Thursday, May 20, 2004

transient

I find it terribly hard to comprehend the reality that objects, things that don't make a difference in this world, last beyond the people that create them; exist years after what gave them meaning is only a memory, if that. There's no life there. But we give them life through the memories and emotions imposed on them. Why do we even have to do that? What makes it so hard for humans to just let go. Because we are our memories. (I recall reading some philosopher that said that, don't remember who.) Without them, who are we? Who can prove that we existed? But they're just memories. They make us nostalgic and in a lot of cases hold us back and we have to tire ourselves fighting to rise above it.
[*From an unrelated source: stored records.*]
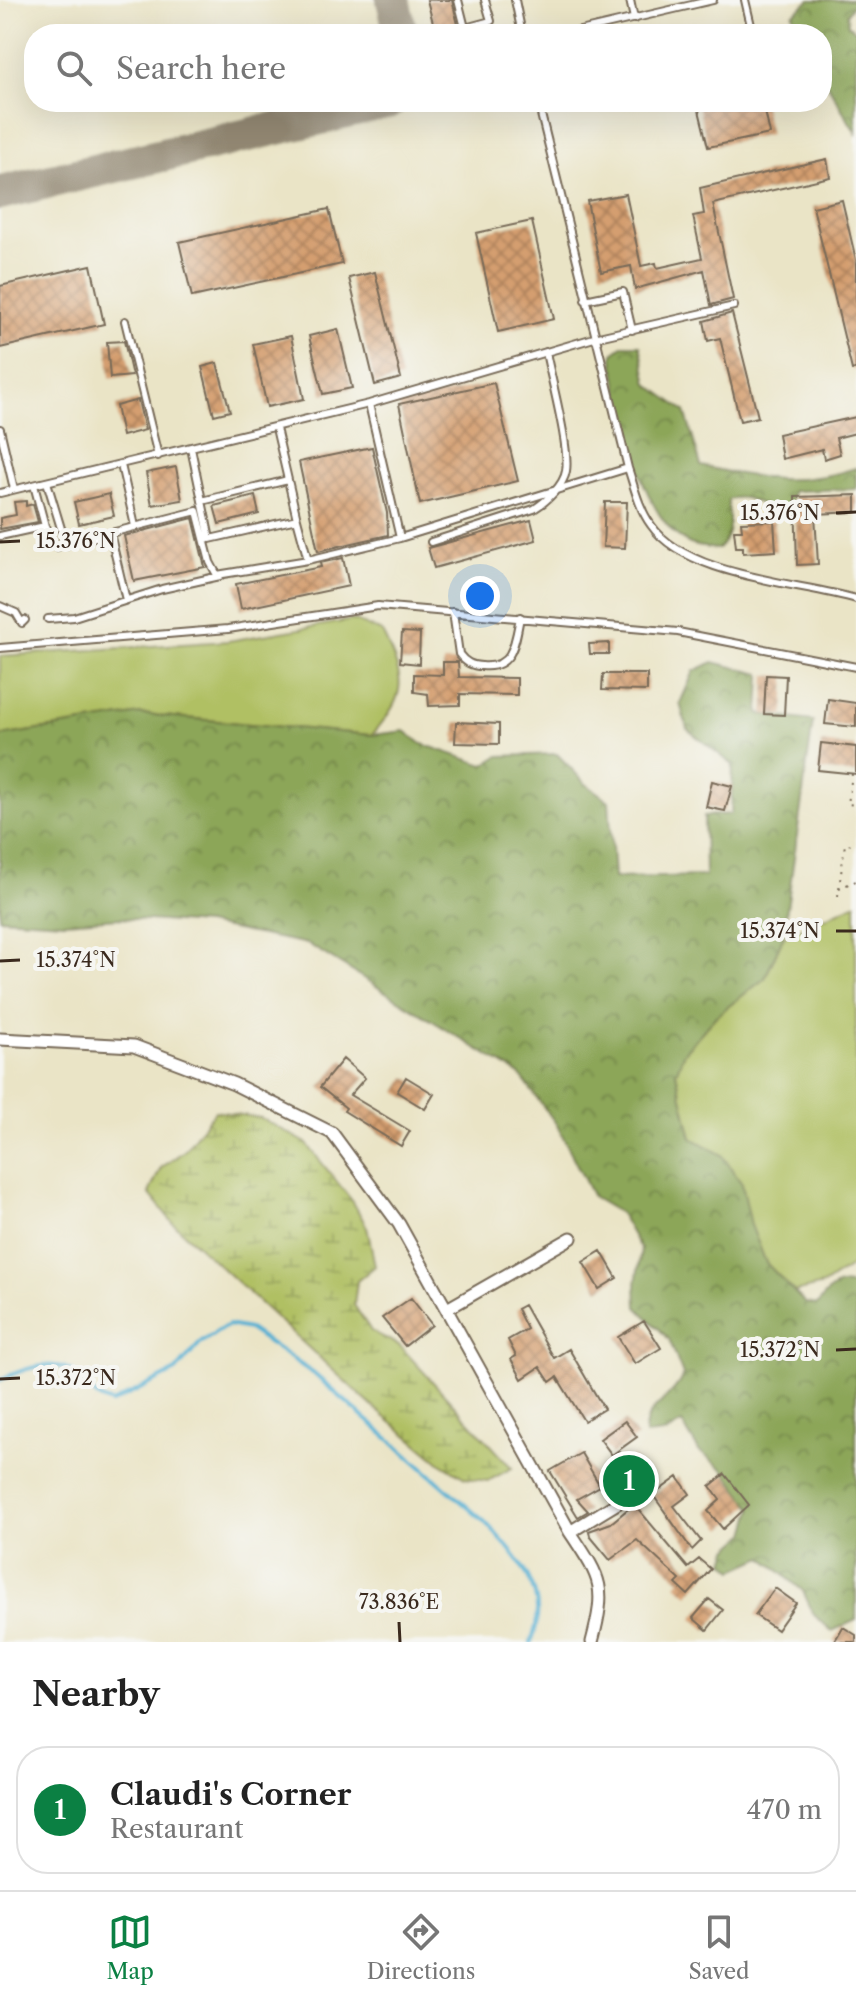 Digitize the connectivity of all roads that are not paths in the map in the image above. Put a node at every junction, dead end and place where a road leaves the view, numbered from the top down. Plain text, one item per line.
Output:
1 (458, 0) edge
2 (485, 0) edge
3 (515, 0) edge
4 (630, 0) edge
5 (713, 0) edge
6 (745, 0) edge
7 (634, 19) junction
8 (464, 24) edge
9 (480, 24) edge
10 (520, 24) edge
11 (612, 24) edge
12 (751, 24) edge
13 (540, 112) edge
14 (585, 300) junction
15 (734, 306) dead end
16 (125, 321) dead end
17 (632, 330) junction
18 (594, 338) junction
19 (546, 352) junction
20 (369, 404) junction
21 (276, 428) junction
22 (0, 429) edge
23 (191, 448) junction
24 (158, 456) junction
25 (121, 465) junction
26 (628, 468) junction
27 (288, 480) junction
28 (47, 482) junction
29 (34, 485) junction
30 (14, 489) junction
31 (553, 491) junction
32 (0, 493) edge
33 (202, 501) junction
34 (297, 519) junction
35 (45, 526) junction
36 (135, 526) junction
37 (110, 533) junction
38 (0, 536) edge
39 (400, 538) junction
40 (431, 542) dead end
41 (66, 545) junction
42 (308, 560) junction
43 (223, 576) junction
44 (856, 599) edge
45 (126, 600) junction
46 (0, 606) edge
47 (453, 612) junction
48 (520, 617) junction
49 (48, 619) dead end
50 (25, 620) dead end
51 (0, 648) edge
52 (856, 667) edge
53 (0, 1039) edge
54 (571, 1238) dead end
55 (447, 1309) junction
56 (647, 1485) dead end
57 (570, 1532) junction
58 (592, 1642) edge

1 - 8 lane
2 - 9 lane
3 - 10 lane
4 - 7 lane
5 - 7 lane
6 - 12 lane
7 - 11 lane
13 - 14 lane
14 - 17 lane
14 - 18 lane
15 - 17 lane
16 - 24 lane
17 - 18 lane
18 - 19 lane
18 - 26 lane
19 - 20 lane
19 - 31 lane
20 - 21 lane
20 - 39 lane
21 - 23 lane
21 - 27 lane
22 - 30 lane
23 - 24 lane
23 - 33 lane
24 - 25 lane
25 - 28 lane
25 - 36 lane
26 - 31 lane
26 - 44 lane
27 - 33 lane
27 - 34 lane
28 - 29 lane
28 - 41 lane
29 - 30 lane
29 - 35 lane
30 - 32 lane
31 - 39 lane
31 - 40 lane
33 - 34 lane
34 - 42 lane
35 - 38 lane
35 - 41 lane
36 - 37 lane
36 - 43 lane
37 - 41 lane
37 - 45 lane
39 - 42 lane
42 - 43 lane
43 - 45 lane
45 - 49 lane
46 - 50 lane
47 - 48 lane
47 - 48 lane
47 - 51 lane
48 - 52 lane
53 - 55 street
54 - 55 street
55 - 57 street
56 - 57 street
57 - 58 street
Even happy memories tend to make us wish we could relive the past again, even if we're happy with things now. I use 'we' a lot. I really mean "I". But I know lots of people who feel that way.

carved on wood
x + y
up in the heights
creaky tower overlooking green
held up against time and elements
for all to see

but it's no longer true
so many lies etched
outliving truth

How can mere objects last longer than real, supposedly true feelings? Longer than the real, meaningful, intertwining of two lives? People who walk, think, feel, make a difference, and who are so important don't last that long. It's not fair. Tonight, I can't get over how unjust that is. I can count on my sofa to last longer than anything people-related. And I want to hang on to people and not lose touch. And I feel like I'm missing out if I can't be with one friend or another.

But when you hang on to a memento, there's really nothing there anymore. My mind places meaning and memory...projects it onto a lifeless souvenir. That doesn't mean anything. It's really not fair.